I've previously noted several problems associated with my upgrade to Apple's Mac OS X 10.5 (Leopard) system. The machine that has given me the most trouble has actually been my officially-supported Titanium Powerbook; my unsupported dual 800 MHz Quicksilver PowerMac works perfectly. Why? The problem has been that my wireless networking card 1) at first wasn't even recognized as being there, and 2) once it was recognized, would show only two bars and would occasionally drop connections.

However, at this point, the only symptom remaining is that my airport display only shows two bars; all my other problems have workarounds or solutions at this point.

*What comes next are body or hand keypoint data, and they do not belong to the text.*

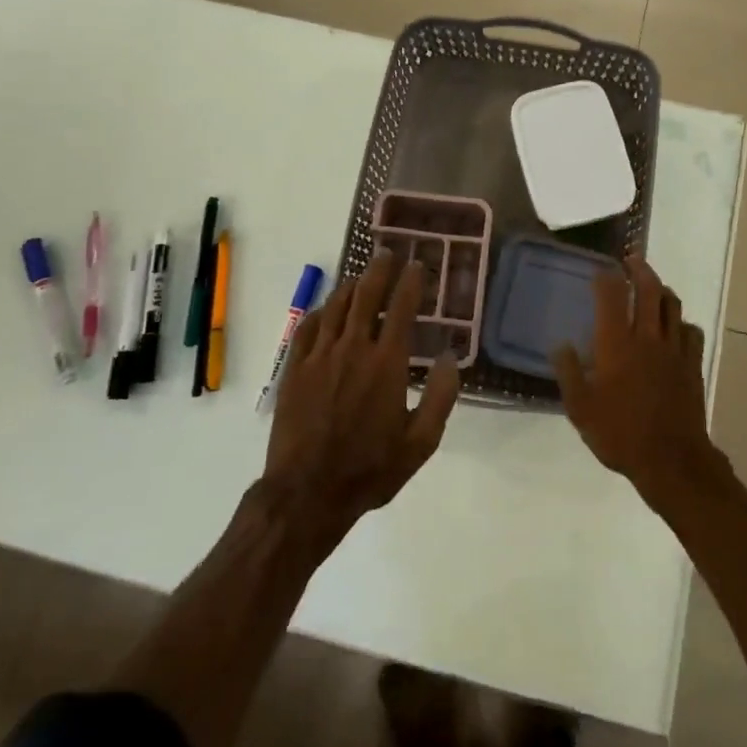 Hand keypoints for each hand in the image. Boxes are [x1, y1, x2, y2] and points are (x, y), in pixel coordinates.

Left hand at [264, 250, 460, 544]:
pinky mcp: (294, 368)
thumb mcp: (421, 443)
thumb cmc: (370, 469)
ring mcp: (320, 356)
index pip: (402, 308)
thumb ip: (441, 397)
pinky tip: (328, 309)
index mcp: (387, 363)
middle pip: (367, 294)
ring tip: (361, 277)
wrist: (307, 493)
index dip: (411, 282)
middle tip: (386, 253)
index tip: (417, 266)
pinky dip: (322, 310)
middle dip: (379, 269)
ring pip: (337, 305)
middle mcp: (353, 348)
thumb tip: (451, 357)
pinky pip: (308, 326)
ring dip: (352, 285)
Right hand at [554, 257, 719, 498]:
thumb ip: (569, 373)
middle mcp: (647, 337)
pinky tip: (677, 327)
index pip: (612, 296)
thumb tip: (561, 345)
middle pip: (649, 289)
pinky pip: (692, 332)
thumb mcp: (581, 409)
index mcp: (616, 344)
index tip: (600, 271)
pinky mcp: (693, 365)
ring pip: (673, 305)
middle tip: (631, 260)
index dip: (606, 278)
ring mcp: (674, 350)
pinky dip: (683, 322)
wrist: (672, 461)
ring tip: (653, 285)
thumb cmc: (620, 434)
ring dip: (662, 289)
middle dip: (639, 269) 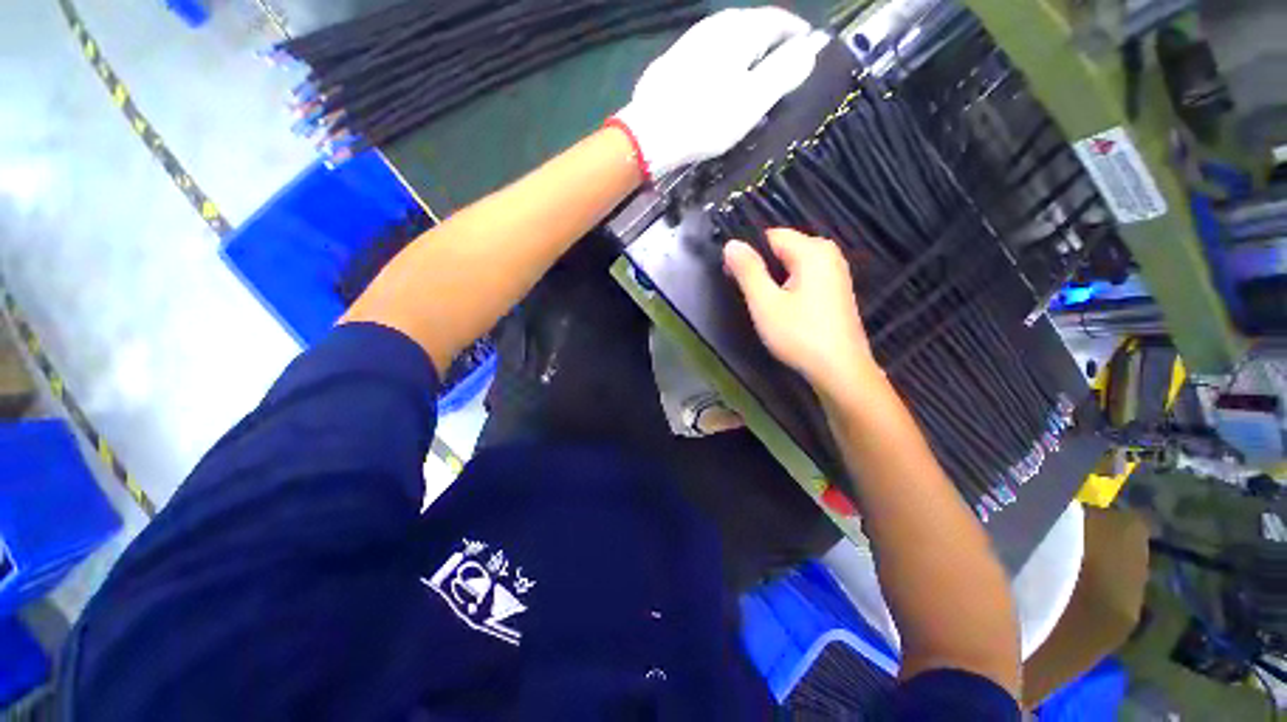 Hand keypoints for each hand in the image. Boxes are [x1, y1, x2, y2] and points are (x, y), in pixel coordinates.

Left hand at [614, 7, 828, 177]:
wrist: (650, 133)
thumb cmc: (706, 119)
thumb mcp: (753, 100)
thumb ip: (784, 72)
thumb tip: (811, 49)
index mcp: (740, 30)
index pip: (779, 20)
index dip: (797, 34)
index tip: (808, 50)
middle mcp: (715, 25)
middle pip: (753, 26)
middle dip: (772, 44)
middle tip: (782, 68)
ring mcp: (691, 41)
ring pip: (729, 40)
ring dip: (747, 55)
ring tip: (753, 78)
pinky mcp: (674, 60)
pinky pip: (709, 55)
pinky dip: (724, 65)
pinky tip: (720, 85)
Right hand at [724, 229, 878, 394]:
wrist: (840, 370)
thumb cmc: (800, 335)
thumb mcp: (765, 303)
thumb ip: (748, 271)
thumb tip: (732, 243)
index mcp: (813, 251)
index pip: (771, 236)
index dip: (748, 253)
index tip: (733, 277)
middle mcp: (828, 254)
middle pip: (783, 249)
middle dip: (762, 268)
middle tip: (751, 297)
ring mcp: (835, 273)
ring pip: (793, 265)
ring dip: (774, 281)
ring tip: (765, 306)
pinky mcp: (836, 291)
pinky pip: (805, 278)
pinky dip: (789, 288)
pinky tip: (785, 311) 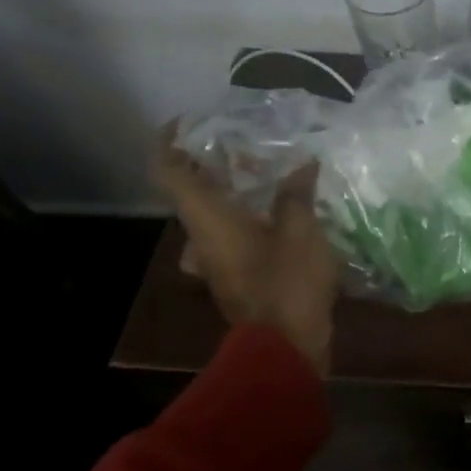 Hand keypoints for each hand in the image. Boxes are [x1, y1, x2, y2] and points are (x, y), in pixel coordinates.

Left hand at [154, 136, 340, 373]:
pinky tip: (284, 213)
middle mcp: (202, 238)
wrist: (286, 347)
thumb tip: (302, 164)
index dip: (170, 142)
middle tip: (246, 145)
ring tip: (270, 174)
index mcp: (207, 219)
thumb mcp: (300, 230)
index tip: (187, 122)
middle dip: (213, 164)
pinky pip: (234, 236)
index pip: (168, 171)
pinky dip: (250, 217)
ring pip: (215, 216)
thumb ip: (297, 194)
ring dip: (234, 193)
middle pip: (192, 192)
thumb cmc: (287, 282)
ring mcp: (217, 262)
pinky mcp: (236, 278) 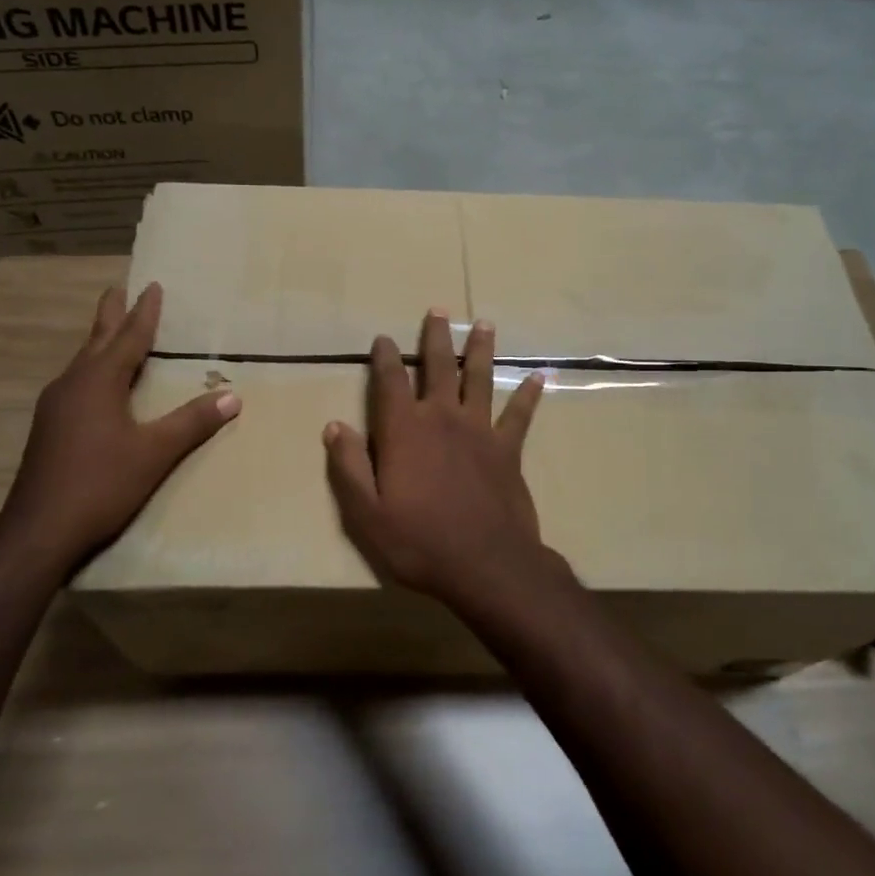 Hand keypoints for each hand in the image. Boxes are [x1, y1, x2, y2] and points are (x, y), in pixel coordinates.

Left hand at [0, 282, 238, 577]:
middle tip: (118, 288)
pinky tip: (95, 385)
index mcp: (99, 381)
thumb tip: (233, 396)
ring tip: (112, 331)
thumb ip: (193, 422)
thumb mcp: (155, 453)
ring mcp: (55, 406)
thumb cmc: (101, 484)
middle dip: (111, 314)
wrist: (38, 530)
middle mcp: (73, 384)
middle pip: (96, 339)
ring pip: (82, 362)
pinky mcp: (48, 429)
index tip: (153, 286)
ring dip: (99, 342)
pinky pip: (75, 383)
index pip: (129, 337)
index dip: (144, 312)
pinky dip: (92, 369)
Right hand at [324, 310, 567, 612]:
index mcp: (404, 431)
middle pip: (439, 367)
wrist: (486, 565)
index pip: (390, 382)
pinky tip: (540, 375)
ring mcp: (479, 431)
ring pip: (480, 379)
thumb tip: (334, 427)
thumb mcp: (366, 513)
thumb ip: (349, 467)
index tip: (382, 338)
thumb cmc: (418, 541)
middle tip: (438, 310)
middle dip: (436, 337)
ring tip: (485, 324)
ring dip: (481, 350)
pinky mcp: (508, 449)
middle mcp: (442, 419)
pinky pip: (520, 414)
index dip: (384, 357)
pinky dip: (529, 394)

In case others are experiencing wireless problems on Leopard, here are the solutions I've used to get to this point:
  1. Safe boot recognized may airport card. As recommended in the Apple KBase document, I rebooted my Powerbook in safe mode by holding down the shift key after the startup bong. Then I rebooted normally, and Leopard recognized the airport card as it should.

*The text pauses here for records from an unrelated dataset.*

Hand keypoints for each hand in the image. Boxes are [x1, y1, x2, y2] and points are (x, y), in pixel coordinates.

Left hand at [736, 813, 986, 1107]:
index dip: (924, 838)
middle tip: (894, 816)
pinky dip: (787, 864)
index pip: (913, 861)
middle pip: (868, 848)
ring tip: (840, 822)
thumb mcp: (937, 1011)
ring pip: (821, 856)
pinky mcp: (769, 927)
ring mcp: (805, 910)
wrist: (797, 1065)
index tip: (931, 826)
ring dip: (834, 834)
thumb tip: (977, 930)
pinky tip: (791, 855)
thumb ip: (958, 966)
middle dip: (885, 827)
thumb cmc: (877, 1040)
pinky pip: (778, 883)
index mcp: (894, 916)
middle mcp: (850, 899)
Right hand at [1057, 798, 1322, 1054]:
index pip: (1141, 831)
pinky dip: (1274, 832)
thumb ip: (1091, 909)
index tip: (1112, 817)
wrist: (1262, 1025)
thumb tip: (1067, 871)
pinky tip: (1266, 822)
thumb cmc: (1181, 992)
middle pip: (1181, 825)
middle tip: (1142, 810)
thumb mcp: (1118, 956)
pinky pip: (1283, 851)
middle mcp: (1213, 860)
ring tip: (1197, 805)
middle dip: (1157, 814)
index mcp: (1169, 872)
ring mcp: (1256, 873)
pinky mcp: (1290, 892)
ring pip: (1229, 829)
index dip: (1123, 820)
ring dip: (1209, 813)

  2. Building a new networking location from scratch fixed my dropout problem. Rather than using my upgraded networking settings, I built an entirely new networking location from scratch, specifying all the airport networks, passwords, and TCP/IP settings from scratch. Of particular importance was setting up my Domain Name Server (DNS) addresses correctly; once I fixed those, my wireless networking seemed to work fine except for one thing: I couldn't find the Snow Airport base station at my office using Leopard's Airport Utility. But surprisingly, I found a workaround for that today, specifically....

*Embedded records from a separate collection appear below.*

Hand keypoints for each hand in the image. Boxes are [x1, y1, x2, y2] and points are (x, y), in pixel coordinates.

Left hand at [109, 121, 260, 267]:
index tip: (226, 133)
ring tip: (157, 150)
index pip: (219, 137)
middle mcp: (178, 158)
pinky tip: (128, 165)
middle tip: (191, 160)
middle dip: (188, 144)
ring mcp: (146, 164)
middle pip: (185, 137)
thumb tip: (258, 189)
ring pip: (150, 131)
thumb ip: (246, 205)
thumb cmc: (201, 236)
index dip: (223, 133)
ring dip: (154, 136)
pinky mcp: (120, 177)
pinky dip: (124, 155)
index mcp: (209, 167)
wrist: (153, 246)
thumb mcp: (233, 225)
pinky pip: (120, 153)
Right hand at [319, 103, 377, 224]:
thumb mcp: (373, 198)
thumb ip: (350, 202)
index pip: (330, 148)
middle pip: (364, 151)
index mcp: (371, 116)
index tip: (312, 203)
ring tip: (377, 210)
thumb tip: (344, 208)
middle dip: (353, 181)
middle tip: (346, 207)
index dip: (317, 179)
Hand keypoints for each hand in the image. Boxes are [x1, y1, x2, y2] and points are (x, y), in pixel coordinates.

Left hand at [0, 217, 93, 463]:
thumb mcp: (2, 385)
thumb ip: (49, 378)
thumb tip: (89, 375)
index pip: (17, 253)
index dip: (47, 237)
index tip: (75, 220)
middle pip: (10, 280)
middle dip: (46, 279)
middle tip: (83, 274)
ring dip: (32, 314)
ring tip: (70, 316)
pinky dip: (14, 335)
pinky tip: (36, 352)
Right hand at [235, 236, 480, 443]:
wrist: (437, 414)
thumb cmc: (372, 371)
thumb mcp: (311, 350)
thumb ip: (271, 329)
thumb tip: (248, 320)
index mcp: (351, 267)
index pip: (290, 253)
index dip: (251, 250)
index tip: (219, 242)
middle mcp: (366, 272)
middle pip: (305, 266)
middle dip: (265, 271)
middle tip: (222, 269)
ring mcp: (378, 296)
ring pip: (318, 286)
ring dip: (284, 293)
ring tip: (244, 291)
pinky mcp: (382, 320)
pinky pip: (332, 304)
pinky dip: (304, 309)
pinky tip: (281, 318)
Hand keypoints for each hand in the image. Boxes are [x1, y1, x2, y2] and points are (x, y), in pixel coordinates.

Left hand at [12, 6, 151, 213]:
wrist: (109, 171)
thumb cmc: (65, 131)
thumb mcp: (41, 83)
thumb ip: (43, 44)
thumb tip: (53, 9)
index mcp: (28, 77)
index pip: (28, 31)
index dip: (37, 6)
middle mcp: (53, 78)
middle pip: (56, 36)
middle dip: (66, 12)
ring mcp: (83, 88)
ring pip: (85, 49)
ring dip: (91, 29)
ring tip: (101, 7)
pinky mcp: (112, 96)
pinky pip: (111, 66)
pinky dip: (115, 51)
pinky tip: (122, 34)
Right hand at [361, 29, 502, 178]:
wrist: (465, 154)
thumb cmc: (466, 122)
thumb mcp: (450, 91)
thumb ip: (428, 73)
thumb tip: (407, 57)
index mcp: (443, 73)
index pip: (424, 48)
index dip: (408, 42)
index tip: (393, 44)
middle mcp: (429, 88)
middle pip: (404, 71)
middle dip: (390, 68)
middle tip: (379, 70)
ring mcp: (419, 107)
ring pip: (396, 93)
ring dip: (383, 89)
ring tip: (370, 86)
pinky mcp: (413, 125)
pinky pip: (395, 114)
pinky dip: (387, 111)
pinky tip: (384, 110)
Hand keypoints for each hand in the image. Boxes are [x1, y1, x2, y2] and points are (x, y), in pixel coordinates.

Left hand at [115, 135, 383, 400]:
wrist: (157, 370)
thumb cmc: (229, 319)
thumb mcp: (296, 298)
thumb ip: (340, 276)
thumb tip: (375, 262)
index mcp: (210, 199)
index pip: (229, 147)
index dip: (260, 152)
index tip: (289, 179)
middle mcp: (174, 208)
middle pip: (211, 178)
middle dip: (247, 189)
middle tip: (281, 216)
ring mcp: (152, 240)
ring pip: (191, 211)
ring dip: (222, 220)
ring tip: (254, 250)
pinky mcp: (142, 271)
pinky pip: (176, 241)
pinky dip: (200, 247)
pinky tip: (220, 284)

  3. 10.4's Airport Admin Utility allows me to configure my Snow Airport. Despite the fact that the new Leopard Utility named "Airport Utility" doesn't recognize or configure my Snow dual-Ethernet Airport base station, the old Tiger version of that utility named "Airport Admin Utility" recognizes and configures it just fine. And this is despite the fact that Leopard claims that that binary won't run under Leopard. Go figure. So I just copied that utility from my backup disk to my Utilities folder, and I'm back running completely wireless again.


It's clear that Apple changed its Airport drivers with Leopard, and that those drivers aren't completely bug-free. But all that said, I've now found a way to use them reliably. And given that Leopard gives me some other nice features like Time Machine and crash-free operation on my ancient and unsupported Quicksilver PowerMac, I have to say it's been worth the hassle. Like many other Apple users, just the Quicklook feature and new Mail.app capabilities have made me a Leopard convert.

Now if I can just find a way to get Photoshop 7 to run again, I'll be golden. But first I have to find my install CDs again, which isn't as easy a job as you might think, given they are now five years old.